→ **Your task**:
Look through the data below and report how many lines include "that". Only the number should be given.

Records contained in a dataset
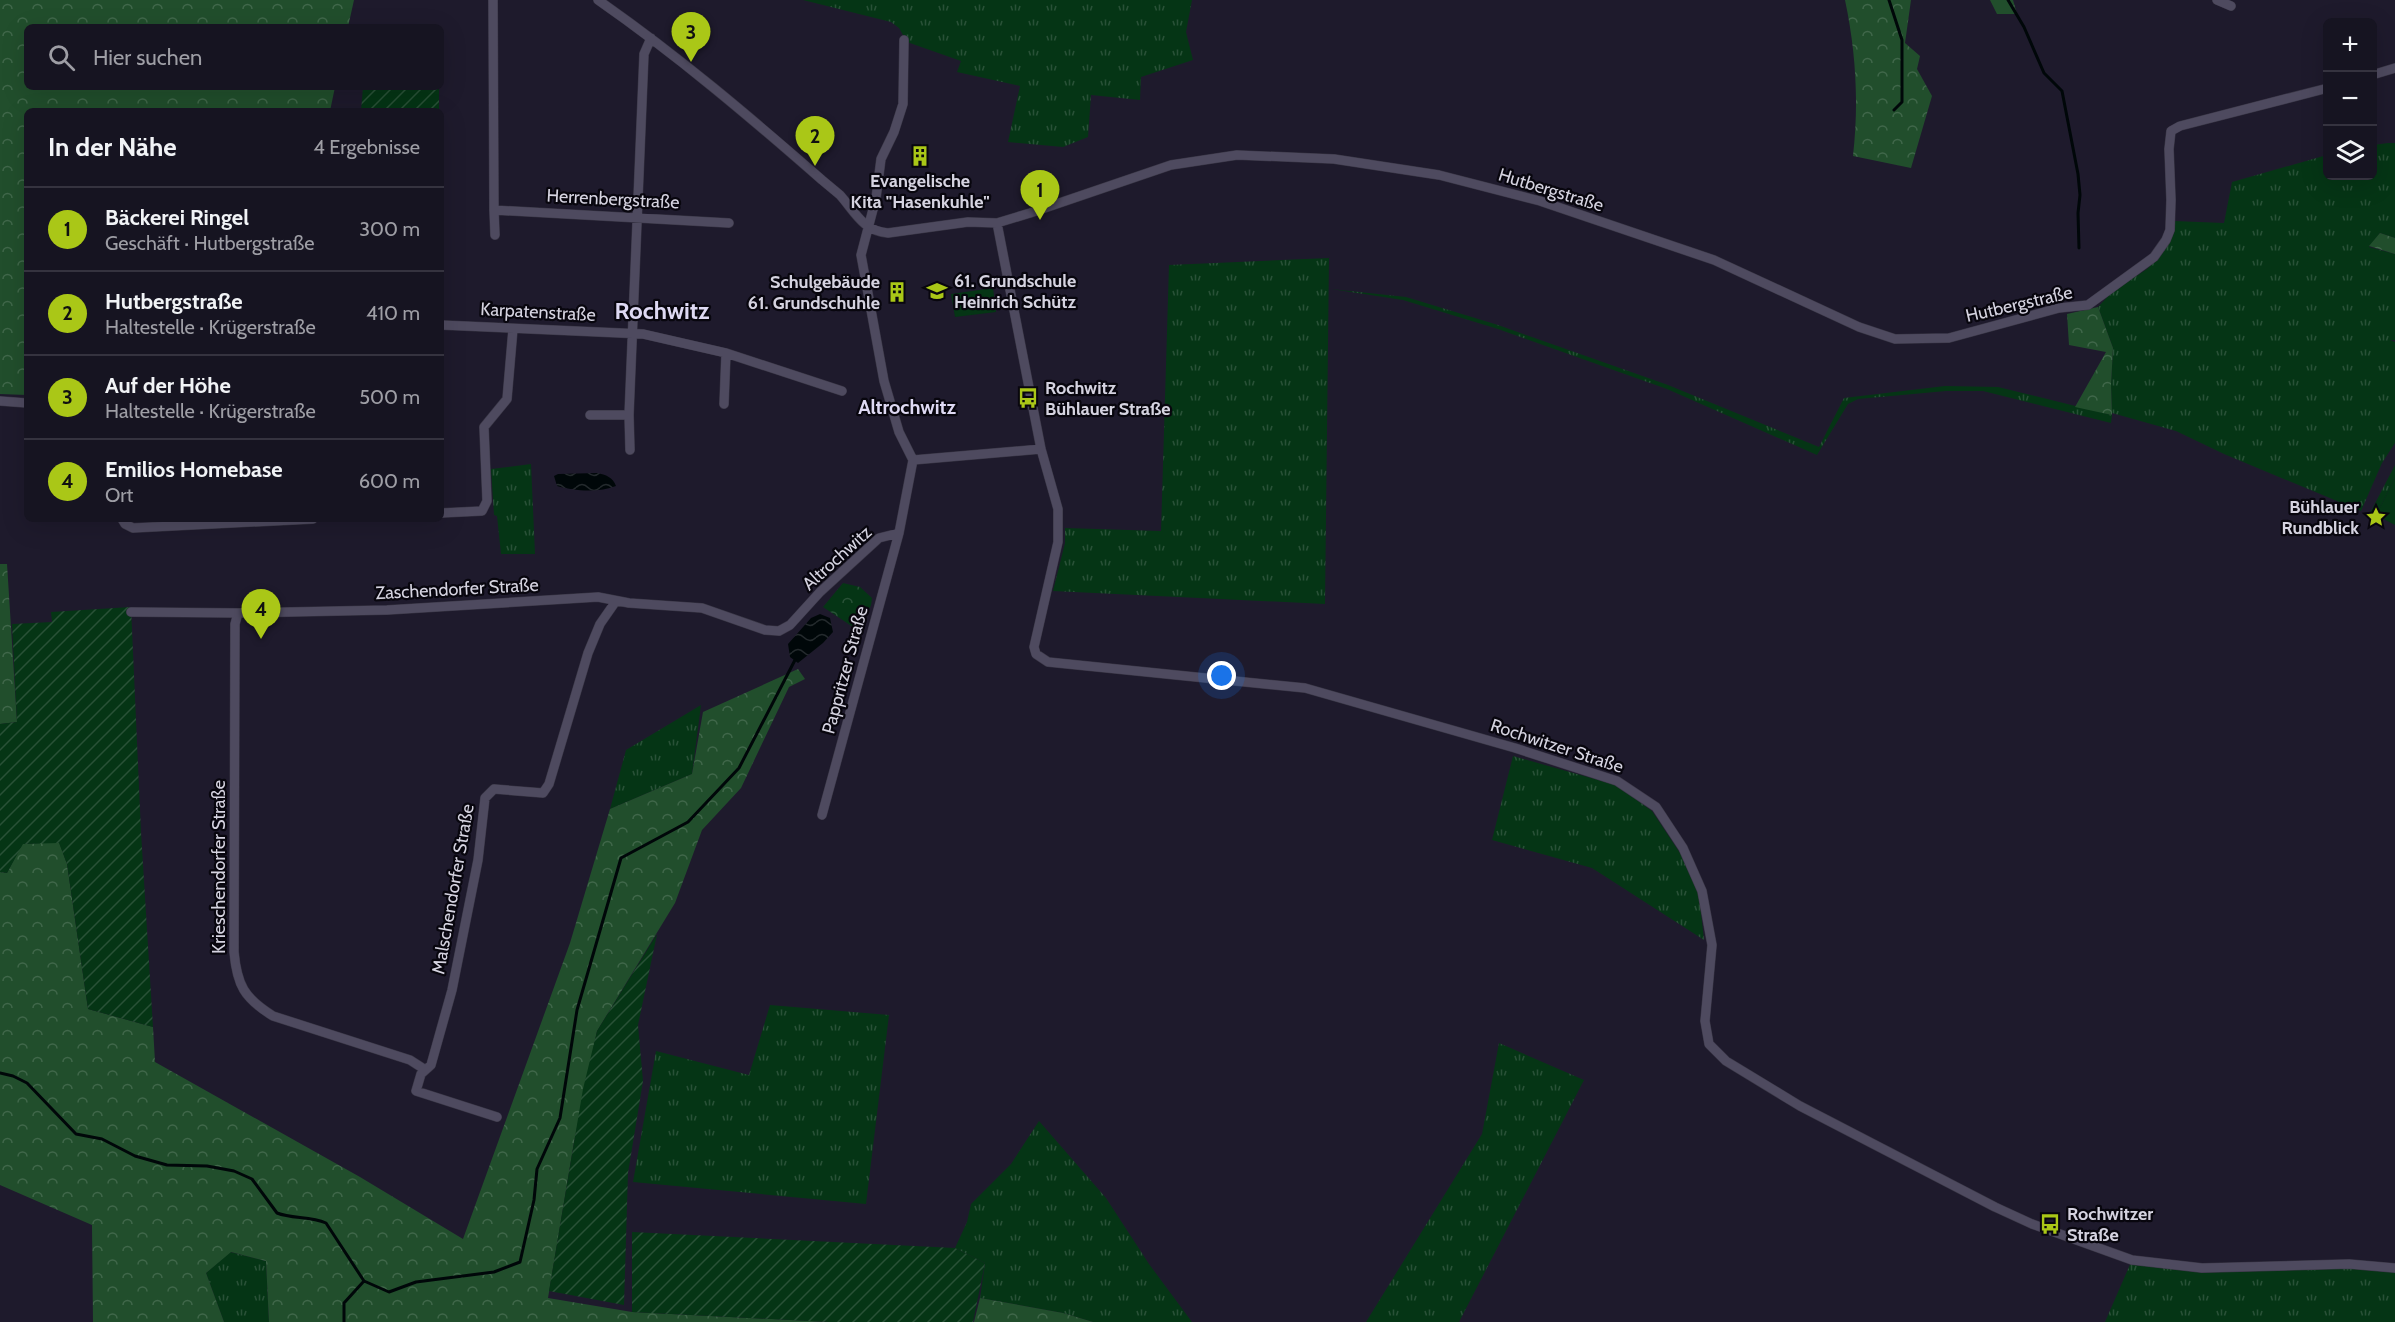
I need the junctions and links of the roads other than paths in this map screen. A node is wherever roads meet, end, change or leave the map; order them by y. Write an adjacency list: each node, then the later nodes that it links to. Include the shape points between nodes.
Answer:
1 (493, 0): 10 (street)
2 (598, 0): 5 (street)
3 (2217, 0): 4 (street)
4 (2231, 6)
5 (651, 38): 11 (street, via 644,54); 14 (street, via 750,116 840,196)
6 (904, 40): 14 (street, via 903,104 880,159)
7 (2395, 68): 8 (street)
8 (2377, 74)
9 (2323, 89): 13 (street, Hutbergstraße, via 2171,131 2171,219 2166,240 2154,257 2088,305 2059,308 1949,338 1895,339 1859,327 1714,260 1540,201 1439,175 1334,159 1237,155 1171,165)
10 (494, 210): 11 (street, Herrenbergstraße); 15 (street)
11 (638, 216): 12 (street, Herrenbergstraße); 18 (street)
12 (729, 222)
13 (997, 223): 14 (street, Hutbergstraße, via 968,222 888,233); 26 (street)
14 (868, 228): 28 (street, via 861,255 884,381 899,432)
15 (495, 235)
16 (444, 324): 17 (street, Karpatenstraße)
17 (513, 329): 18 (street, Karpatenstraße); 29 (street, via 507,399 483,428 488,501 482,511)
18 (633, 333): 19 (street, Karpatenstraße); 25 (street)
19 (726, 353): 20 (street, Karpatenstraße); 23 (street)
20 (842, 391)
21 (0, 401): 22 (street)
22 (24, 403)
23 (724, 404)
24 (590, 415): 25 (street)
25 (629, 415): 27 (street)
26 (1041, 449): 28 (street); 40 (street, Rochwitzer Straße, via 1054,491 1059,527 1034,647 1036,654 1048,662 1305,688 1617,781 1656,807 1683,848 1702,891 1712,945 1705,1021 1709,1044 1726,1061 1800,1106 1995,1207 2132,1260 2202,1268 2349,1264)
27 (630, 450)
28 (913, 460): 32 (street, Altrochwitz)
29 (444, 513)
30 (124, 522): 31 (street, via 133,528)
31 (253, 522)
32 (899, 533): 36 (street, Altrochwitz, via 879,538 820,592 790,626); 37 (street, Pappritzer Straße)
33 (616, 601): 35 (street, Zaschendorfer Straße, via 598,597 387,610); 36 (street, Zaschendorfer Straße, via 702,608 765,630); 38 (street, Malschendorfer Straße, via 600,624 588,653 549,784 543,793 494,789 485,798 478,860 453,990 431,1065)
34 (131, 612): 35 (street, Zaschendorfer Straße)
35 (238, 614): 38 (street, Krieschendorfer Straße, via 236,974 243,991 256,1006 273,1016 410,1060)
36 (779, 631)
37 (822, 815)
38 (424, 1069): 39 (street, via 416,1091)
39 (497, 1117)
40 (2395, 1268)

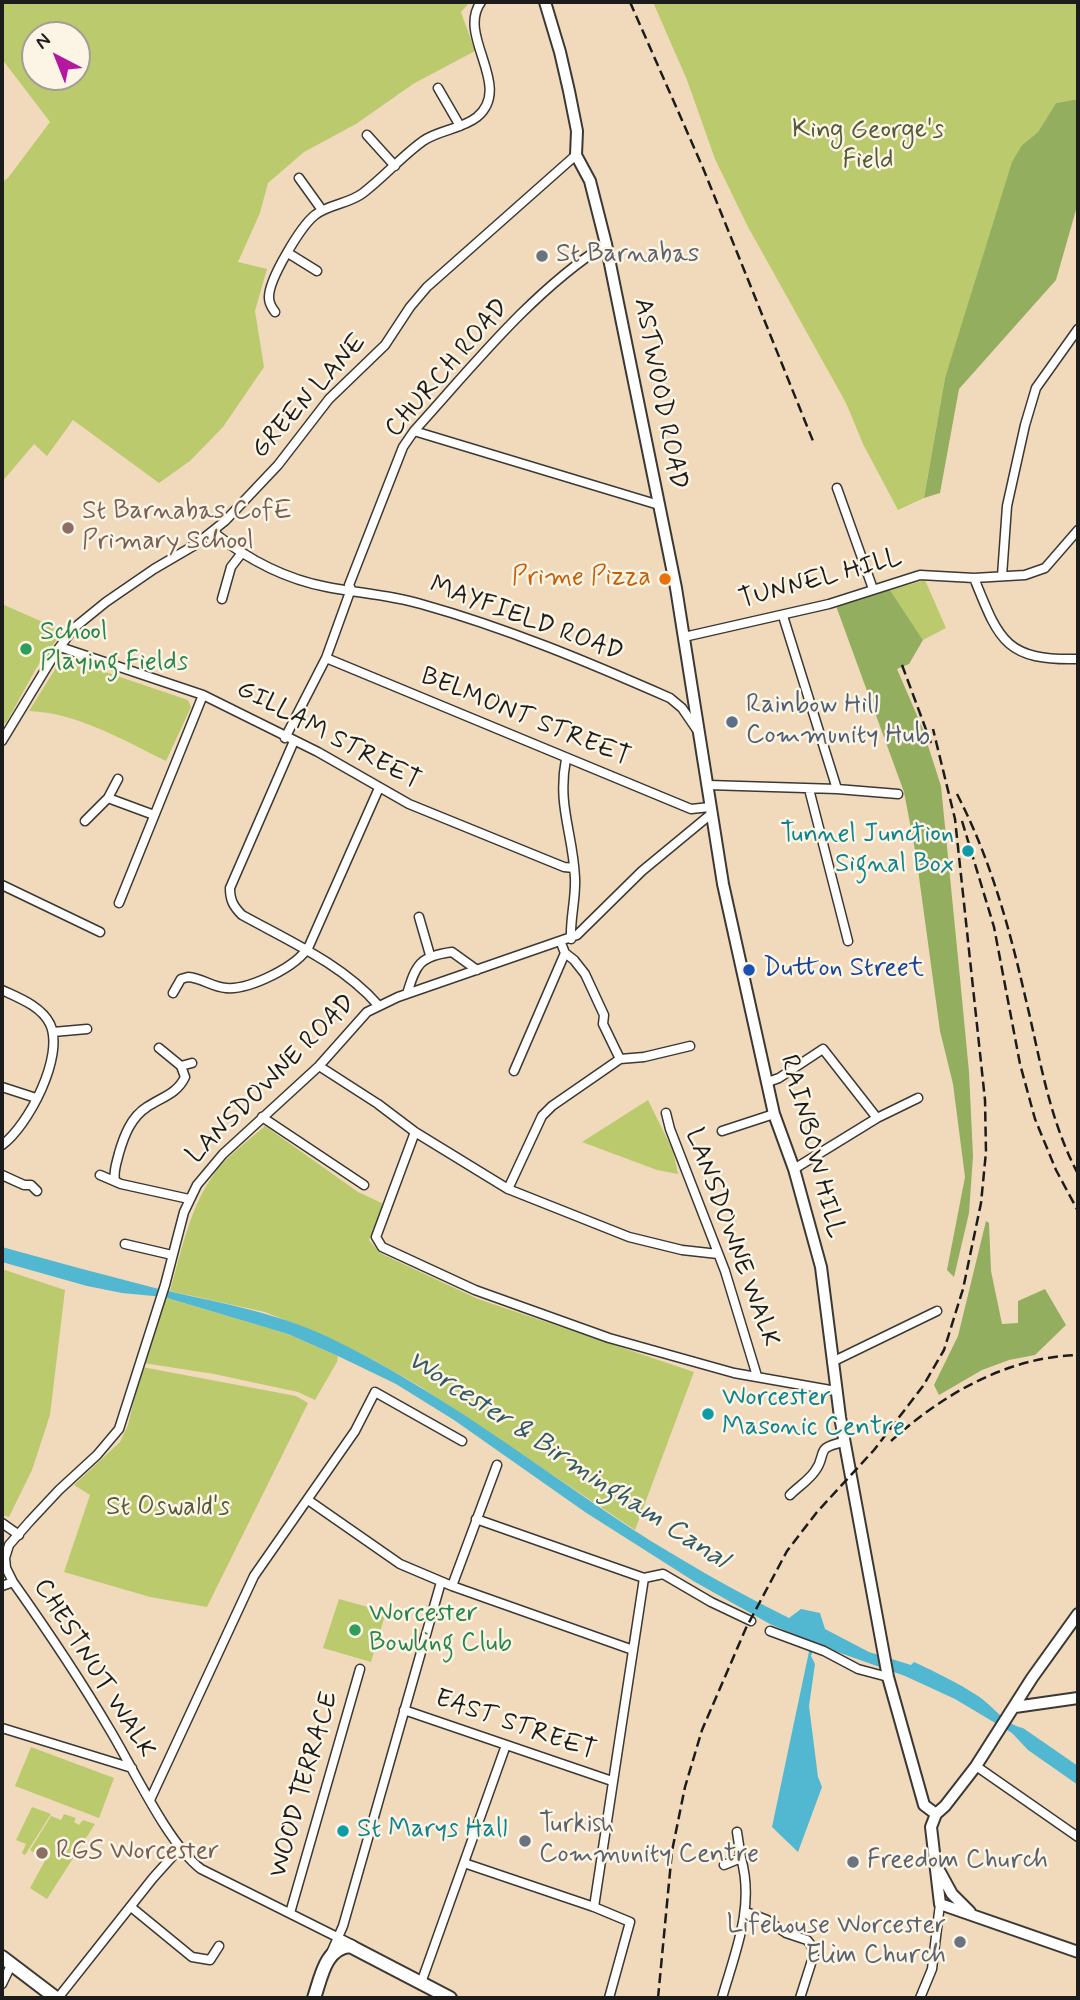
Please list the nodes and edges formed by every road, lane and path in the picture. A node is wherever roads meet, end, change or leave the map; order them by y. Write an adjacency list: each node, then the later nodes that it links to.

→ **Task response**:
2